▸ **Task prompt**: Write out all of the entries below word for word.

▸ **Given records**:
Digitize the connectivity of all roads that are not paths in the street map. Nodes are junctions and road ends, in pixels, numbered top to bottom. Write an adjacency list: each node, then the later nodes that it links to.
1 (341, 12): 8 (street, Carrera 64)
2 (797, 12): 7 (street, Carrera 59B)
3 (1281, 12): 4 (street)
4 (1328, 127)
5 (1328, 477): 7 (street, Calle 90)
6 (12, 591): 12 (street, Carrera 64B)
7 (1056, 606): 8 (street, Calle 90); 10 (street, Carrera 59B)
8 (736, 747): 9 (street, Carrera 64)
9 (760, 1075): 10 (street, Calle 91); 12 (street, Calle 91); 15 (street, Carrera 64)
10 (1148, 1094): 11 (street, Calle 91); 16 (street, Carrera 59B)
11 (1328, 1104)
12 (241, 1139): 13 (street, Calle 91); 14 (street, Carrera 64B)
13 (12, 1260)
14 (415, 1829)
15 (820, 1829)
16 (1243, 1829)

▸ **Final answer**:
Digitize the connectivity of all roads that are not paths in the street map. Nodes are junctions and road ends, in pixels, numbered top to bottom. Write an adjacency list: each node, then the later nodes that it links to.
1 (341, 12): 8 (street, Carrera 64)
2 (797, 12): 7 (street, Carrera 59B)
3 (1281, 12): 4 (street)
4 (1328, 127)
5 (1328, 477): 7 (street, Calle 90)
6 (12, 591): 12 (street, Carrera 64B)
7 (1056, 606): 8 (street, Calle 90); 10 (street, Carrera 59B)
8 (736, 747): 9 (street, Carrera 64)
9 (760, 1075): 10 (street, Calle 91); 12 (street, Calle 91); 15 (street, Carrera 64)
10 (1148, 1094): 11 (street, Calle 91); 16 (street, Carrera 59B)
11 (1328, 1104)
12 (241, 1139): 13 (street, Calle 91); 14 (street, Carrera 64B)
13 (12, 1260)
14 (415, 1829)
15 (820, 1829)
16 (1243, 1829)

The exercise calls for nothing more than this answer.